The rate decision was welcomed by British industry. There had been fears that concerns about rises in pay levels could have prompted the Bank to raise rates for the sixth time since it was granted independence in May last year. But some industrialists warned the Bank's failure to cut rates had heightened the risks of recession.

Kate Barker, chief economic adviser at the Confederation of British Industry (CBI), the leading business lobby, said: "The decision to leave interest rates on hold will aggravate the problems faced by many exporting businesses struggling with an overvalued exchange rate. Our key concern is that it increases the risk of an unnecessarily sharp slowdown, which would also hit the service sector."

Concerns about plummeting business confidence recently prompted the CBI - for the first time in almost three years - to call for a cut in rates.

Dr Ian Peters, deputy director general of the British Chambers of Commerce (BCC), said the decision "plainly reflects the now abundant `real world' evidence that the economy is slowing sufficiently. But manufacturing remains dangerously close to the brink".

The Engineering Employers Federation added that the possibility of another rise had been left open, shoring up the pound and risking pushing manufacturing further into recession.

Francis Maude, the shadow chancellor, said: "Today's news on interest rates brings no comfort to home-owners and businesses."

The bank's monetary policy committee (MPC) came under heavy criticism from manufacturers following its decision in June to raise rates by 0.25 percentage points.

Members of the committee have being criticised for their lack of private sector experience, and Dr Peters yesterday reiterated his lack of confidence in the MPC.

"The Chancellor must now act swiftly to undertake a critical appraisal of both the composition of the committee and its conduct on monetary policy," he said.

The Government has been firm over its decision to allow the MPC to set interest rates, saying it is the only way to end the "boom and bust" economic cycle. One of the consequences is the damage being done to exports by the high pound, a cross-party committee of MPs has warned Gordon Brown, the Chancellor of the Exchequer.

Although exports to Japan had been resilient so far, British firms could not hope to cope forever with the present value of sterling, the Commons Trade and Industry Select Committee said.

The report's plea for ministers to "draw the necessary conclusions" may be seen as a plea to the Chancellor to persuade the Bank to lower interest rates.
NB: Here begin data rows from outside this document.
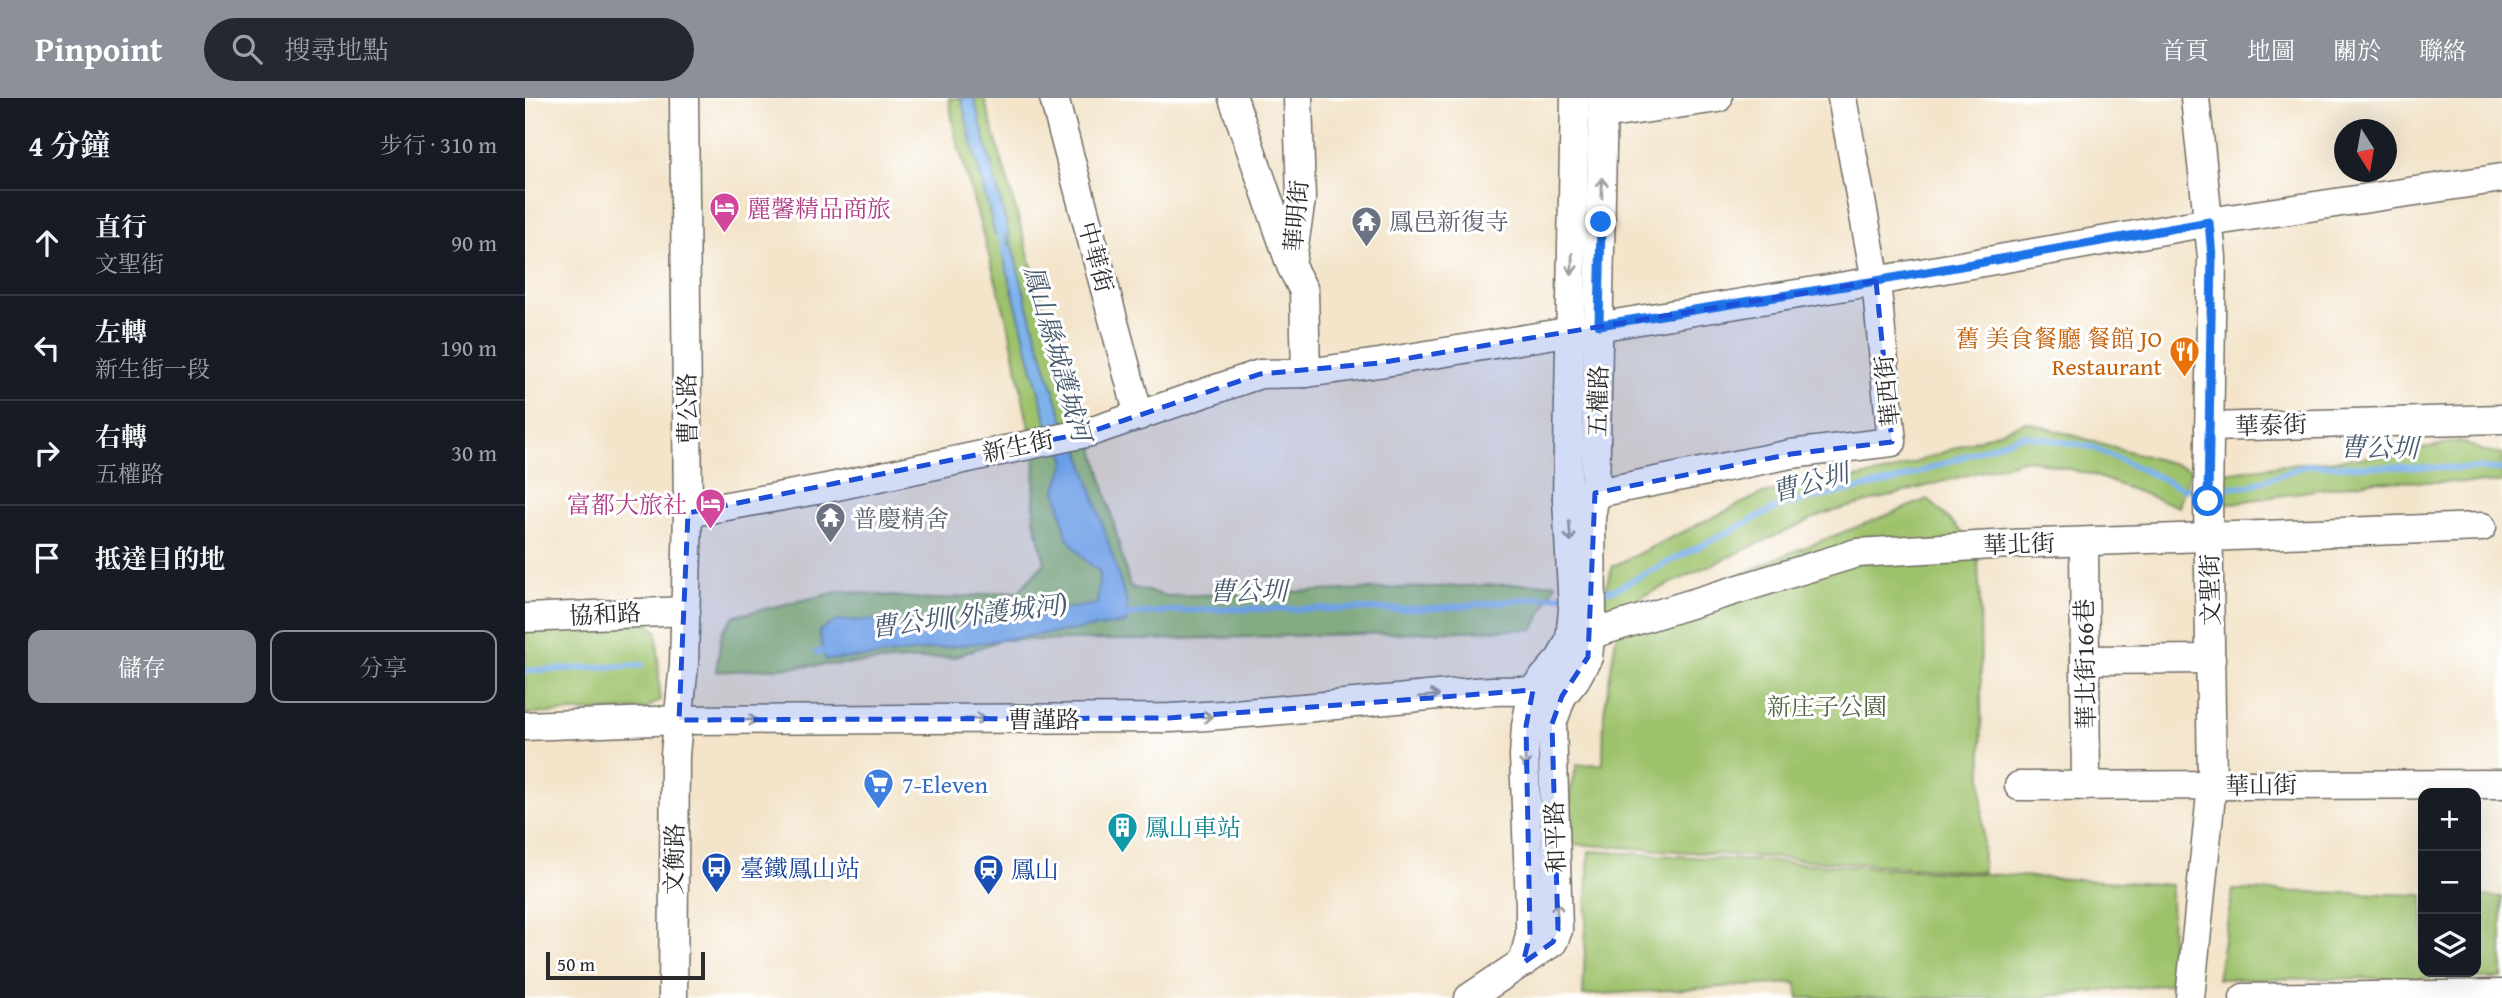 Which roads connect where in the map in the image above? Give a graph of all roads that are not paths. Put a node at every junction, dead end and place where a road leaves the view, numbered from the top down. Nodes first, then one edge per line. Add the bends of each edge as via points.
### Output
1 (684, 98) edge
2 (1054, 98) edge
3 (1233, 98) edge
4 (1298, 98) edge
5 (1575, 98) edge
6 (1718, 98) edge
7 (1842, 98) edge
8 (2195, 98) edge
9 (1603, 106) edge
10 (2502, 178) edge
11 (2209, 222) junction
12 (1291, 265) junction
13 (1876, 281) junction
14 (1599, 325) junction
15 (1571, 330) junction
16 (1306, 373) junction
17 (1139, 416) junction
18 (2502, 419) edge
19 (2209, 427) junction
20 (1595, 494) junction
21 (1567, 499) junction
22 (688, 513) junction
23 (2482, 527) dead end
24 (2210, 538) junction
25 (2084, 542) junction
26 (1583, 571) junction
27 (686, 611) junction
28 (525, 618) edge
29 (1581, 629) junction
30 (2211, 659) junction
31 (2085, 660) junction
32 (1534, 690) junction
33 (1562, 696) junction
34 (679, 720) junction
35 (525, 726) edge
36 (2502, 784) edge
37 (2212, 785) junction
38 (2019, 786) dead end
39 (2086, 786) junction
40 (1523, 963) junction
41 (2502, 994) edge
42 (673, 998) edge
43 (1469, 998) edge
44 (2190, 998) edge
45 (2244, 998) edge

1 - 22 street, 曹公路
2 - 17 street, 中華街
3 - 12 street
4 - 12 street, 華明街 via 1301,199
5 -> 15 street, 五權路
6 - 9 street
7 - 13 street, 華西街
8 - 11 street, 文聖街
14 -> 9 street, 五權路
10 - 11 street, 新生街
11 - 13 street, 新生街
11 - 19 street, 文聖街
12 - 16 street, 華明街 via 1304,291
13 - 14 street, 新生街
13 - 20 street, 華西街 via 1892,442 1791,454
14 - 15 street, 新生街
14 - 20 street, 五權路
15 - 16 street, 新生街
15 - 21 street, 五權路
16 - 17 street, 新生街 via 1260,374
17 - 22 street, 新生街 via 827,488
18 - 19 street, 華泰街
19 - 24 street, 文聖街
20 - 21 street, 華西街
20 - 26 street, 五權路
21 -> 26 street, 五權路
22 - 27 street, 曹公路
23 - 24 street, 華北街
24 - 25 street, 華北街
24 - 30 street, 文聖街
25 - 29 street, 華北街 via 1857,553
25 - 31 street, 華北街166巷
26 - 29 street, 五權路
27 - 28 street, 協和路
27 - 34 street, 曹公路
29 - 32 street
29 - 33 street, 五權路 via 1588,657
30 - 31 street
30 - 37 street, 文聖街
31 - 39 street, 華北街166巷
32 - 33 street, 曹謹路
34 -> 32 street, 曹謹路 via 1168,719
32 -> 40 street, 和平路 via 1524,756 1530,906
40 -> 33 street, 和平路 via 1553,942 1558,930 1552,724
34 - 35 street, 曹謹路
34 - 42 street, 文衡路
36 - 37 street, 華山街
37 - 39 street, 華山街
37 - 44 street, 文聖街
38 - 39 street, 華山街
40 - 43 street, 和平路
41 - 45 street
Although there is now a growing feeling in the City that rates have now peaked, some experts remained wary, saying that the MPC had surprised the pundits before. Sharda Persaud, economist at Paribas, said: "The view here is that there's a 60 per cent chance rates will go up in September."

The stock market see-sawed after the announcement. The FTSE-100 recovered in the late afternoon to close 38.4 points down at 5594.1 points. There was some relief on the currency markets, with the pound slipping more than one pfennig against the German currency.